**Activity**: Repeat each entry exactly, but do not carry over the pictures.

------------------------

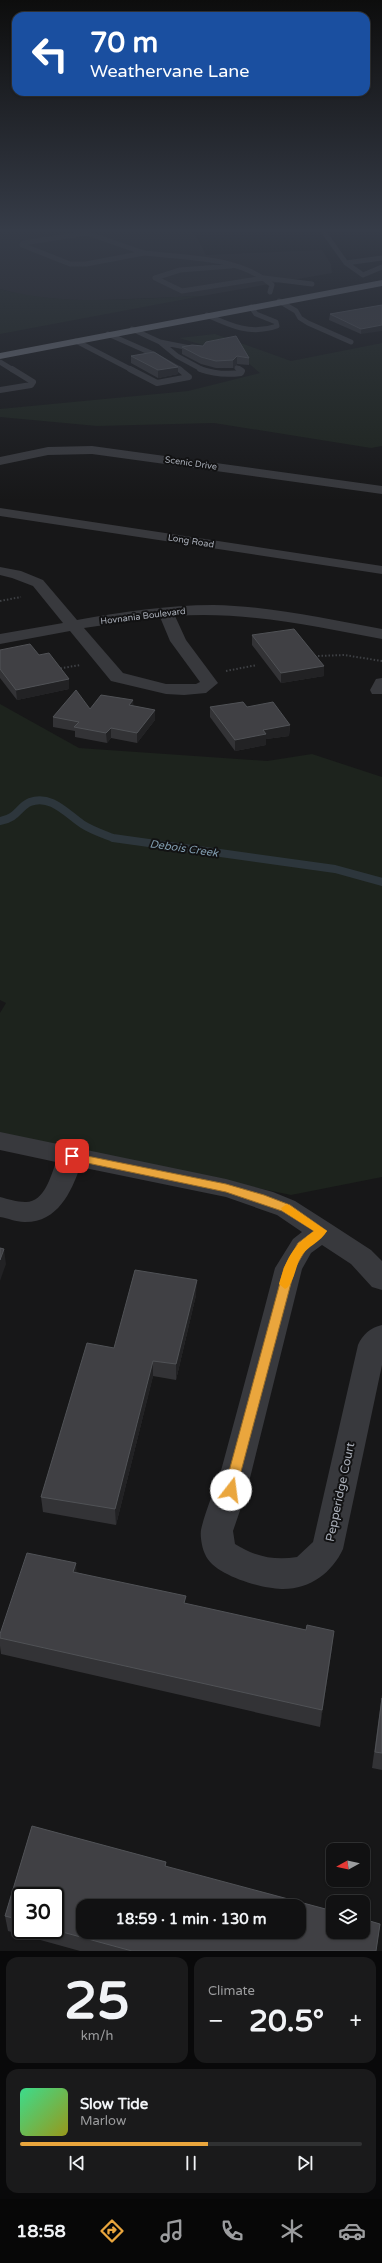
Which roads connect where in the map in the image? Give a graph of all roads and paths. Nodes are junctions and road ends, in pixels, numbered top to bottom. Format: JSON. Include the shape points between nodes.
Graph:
{"nodes":[{"id":1,"x":185,"y":319,"type":"edge"},
{"id":2,"x":216,"y":319,"type":"edge"},
{"id":3,"x":269,"y":319,"type":"edge"},
{"id":4,"x":302,"y":319,"type":"edge"},
{"id":5,"x":132,"y":329,"type":"junction"},
{"id":6,"x":108,"y":334,"type":"junction"},
{"id":7,"x":76,"y":340,"type":"junction"},
{"id":8,"x":160,"y":342,"type":"junction"},
{"id":9,"x":351,"y":342,"type":"dead end"},
{"id":10,"x":202,"y":350,"type":"edge"},
{"id":11,"x":0,"y":356,"type":"edge"},
{"id":12,"x":0,"y":362,"type":"edge"},
{"id":13,"x":237,"y":368,"type":"edge"},
{"id":14,"x":0,"y":390,"type":"edge"},
{"id":15,"x":0,"y":461,"type":"edge"},
{"id":16,"x":382,"y":490,"type":"edge"},
{"id":17,"x":0,"y":512,"type":"edge"},
{"id":18,"x":382,"y":570,"type":"edge"},
{"id":19,"x":0,"y":571,"type":"edge"},
{"id":20,"x":22,"y":597,"type":"dead end"},
{"id":21,"x":0,"y":601,"type":"edge"},
{"id":22,"x":166,"y":612,"type":"junction"},
{"id":23,"x":73,"y":626,"type":"junction"},
{"id":24,"x":382,"y":634,"type":"edge"},
{"id":25,"x":0,"y":639,"type":"edge"},
{"id":26,"x":318,"y":656,"type":"edge"},
{"id":27,"x":382,"y":660,"type":"edge"},
{"id":28,"x":257,"y":665,"type":"dead end"},
{"id":29,"x":76,"y":666,"type":"dead end"},
{"id":30,"x":55,"y":670,"type":"edge"},
{"id":31,"x":230,"y":670,"type":"dead end"},
{"id":32,"x":0,"y":1142,"type":"edge"},
{"id":33,"x":72,"y":1156,"type":"junction"},
{"id":34,"x":0,"y":1207,"type":"edge"},
{"id":35,"x":322,"y":1231,"type":"junction"},
{"id":36,"x":382,"y":1279,"type":"edge"},
{"id":37,"x":382,"y":1336,"type":"edge"}],
"edges":[{"from":1,"to":5,"type":"highway"},
{"from":2,"to":3,"type":"lane","via":[[243,331],[277,326],[276,322]]},
{"from":4,"to":9,"type":"lane"},
{"from":5,"to":6,"type":"highway"},
{"from":5,"to":8,"type":"lane"},
{"from":6,"to":7,"type":"highway"},
{"from":6,"to":7,"type":"lane","via":[[147,352],[189,377],[157,383]]},
{"from":7,"to":11,"type":"highway"},
{"from":8,"to":10,"type":"lane"},
{"from":8,"to":13,"type":"lane","via":[[174,355],[214,375],[241,373],[242,371]]},
{"from":12,"to":14,"type":"lane","via":[[33,382],[31,385]]},
{"from":15,"to":16,"type":"street","name":"Scenic Drive","via":[[48,451],[92,450]]},
{"from":17,"to":18,"type":"street","name":"Long Road"},
{"from":19,"to":23,"type":"street","via":[[38,583]]},
{"from":20,"to":21,"type":"path"},
{"from":22,"to":23,"type":"street","name":"Hovnania Boulevard"},
{"from":22,"to":23,"type":"street","via":[[178,641],[210,683],[207,686],[184,690],[166,689],[117,677]]},
{"from":22,"to":24,"type":"street","name":"Hovnania Boulevard","via":[[240,611]]},
{"from":23,"to":25,"type":"street","name":"Hovnania Boulevard"},
{"from":26,"to":27,"type":"path","via":[[344,655]]},
{"from":28,"to":31,"type":"path"},
{"from":29,"to":30,"type":"path"},
{"from":32,"to":33,"type":"street"},
{"from":33,"to":34,"type":"street","via":[[48,1205],[27,1212]]},
{"from":33,"to":35,"type":"street","via":[[226,1188],[264,1199],[286,1208]]},
{"from":35,"to":36,"type":"street","via":[[361,1257]]},
{"from":35,"to":37,"type":"street","name":"Pepperidge Court","via":[[302,1246],[289,1268],[231,1490],[217,1531],[220,1552],[235,1563],[280,1576],[308,1569],[327,1550],[372,1345]]}]}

------------------------

**Task output**:
Which roads connect where in the map in the image? Give a graph of all roads and paths. Nodes are junctions and road ends, in pixels, numbered top to bottom. Format: JSON. Include the shape points between nodes.
Graph:
{"nodes":[{"id":1,"x":185,"y":319,"type":"edge"},
{"id":2,"x":216,"y":319,"type":"edge"},
{"id":3,"x":269,"y":319,"type":"edge"},
{"id":4,"x":302,"y":319,"type":"edge"},
{"id":5,"x":132,"y":329,"type":"junction"},
{"id":6,"x":108,"y":334,"type":"junction"},
{"id":7,"x":76,"y":340,"type":"junction"},
{"id":8,"x":160,"y":342,"type":"junction"},
{"id":9,"x":351,"y":342,"type":"dead end"},
{"id":10,"x":202,"y":350,"type":"edge"},
{"id":11,"x":0,"y":356,"type":"edge"},
{"id":12,"x":0,"y":362,"type":"edge"},
{"id":13,"x":237,"y":368,"type":"edge"},
{"id":14,"x":0,"y":390,"type":"edge"},
{"id":15,"x":0,"y":461,"type":"edge"},
{"id":16,"x":382,"y":490,"type":"edge"},
{"id":17,"x":0,"y":512,"type":"edge"},
{"id":18,"x":382,"y":570,"type":"edge"},
{"id":19,"x":0,"y":571,"type":"edge"},
{"id":20,"x":22,"y":597,"type":"dead end"},
{"id":21,"x":0,"y":601,"type":"edge"},
{"id":22,"x":166,"y":612,"type":"junction"},
{"id":23,"x":73,"y":626,"type":"junction"},
{"id":24,"x":382,"y":634,"type":"edge"},
{"id":25,"x":0,"y":639,"type":"edge"},
{"id":26,"x":318,"y":656,"type":"edge"},
{"id":27,"x":382,"y":660,"type":"edge"},
{"id":28,"x":257,"y":665,"type":"dead end"},
{"id":29,"x":76,"y":666,"type":"dead end"},
{"id":30,"x":55,"y":670,"type":"edge"},
{"id":31,"x":230,"y":670,"type":"dead end"},
{"id":32,"x":0,"y":1142,"type":"edge"},
{"id":33,"x":72,"y":1156,"type":"junction"},
{"id":34,"x":0,"y":1207,"type":"edge"},
{"id":35,"x":322,"y":1231,"type":"junction"},
{"id":36,"x":382,"y":1279,"type":"edge"},
{"id":37,"x":382,"y":1336,"type":"edge"}],
"edges":[{"from":1,"to":5,"type":"highway"},
{"from":2,"to":3,"type":"lane","via":[[243,331],[277,326],[276,322]]},
{"from":4,"to":9,"type":"lane"},
{"from":5,"to":6,"type":"highway"},
{"from":5,"to":8,"type":"lane"},
{"from":6,"to":7,"type":"highway"},
{"from":6,"to":7,"type":"lane","via":[[147,352],[189,377],[157,383]]},
{"from":7,"to":11,"type":"highway"},
{"from":8,"to":10,"type":"lane"},
{"from":8,"to":13,"type":"lane","via":[[174,355],[214,375],[241,373],[242,371]]},
{"from":12,"to":14,"type":"lane","via":[[33,382],[31,385]]},
{"from":15,"to":16,"type":"street","name":"Scenic Drive","via":[[48,451],[92,450]]},
{"from":17,"to":18,"type":"street","name":"Long Road"},
{"from":19,"to":23,"type":"street","via":[[38,583]]},
{"from":20,"to":21,"type":"path"},
{"from":22,"to":23,"type":"street","name":"Hovnania Boulevard"},
{"from":22,"to":23,"type":"street","via":[[178,641],[210,683],[207,686],[184,690],[166,689],[117,677]]},
{"from":22,"to":24,"type":"street","name":"Hovnania Boulevard","via":[[240,611]]},
{"from":23,"to":25,"type":"street","name":"Hovnania Boulevard"},
{"from":26,"to":27,"type":"path","via":[[344,655]]},
{"from":28,"to":31,"type":"path"},
{"from":29,"to":30,"type":"path"},
{"from":32,"to":33,"type":"street"},
{"from":33,"to":34,"type":"street","via":[[48,1205],[27,1212]]},
{"from":33,"to":35,"type":"street","via":[[226,1188],[264,1199],[286,1208]]},
{"from":35,"to":36,"type":"street","via":[[361,1257]]},
{"from":35,"to":37,"type":"street","name":"Pepperidge Court","via":[[302,1246],[289,1268],[231,1490],[217,1531],[220,1552],[235,1563],[280,1576],[308,1569],[327,1550],[372,1345]]}]}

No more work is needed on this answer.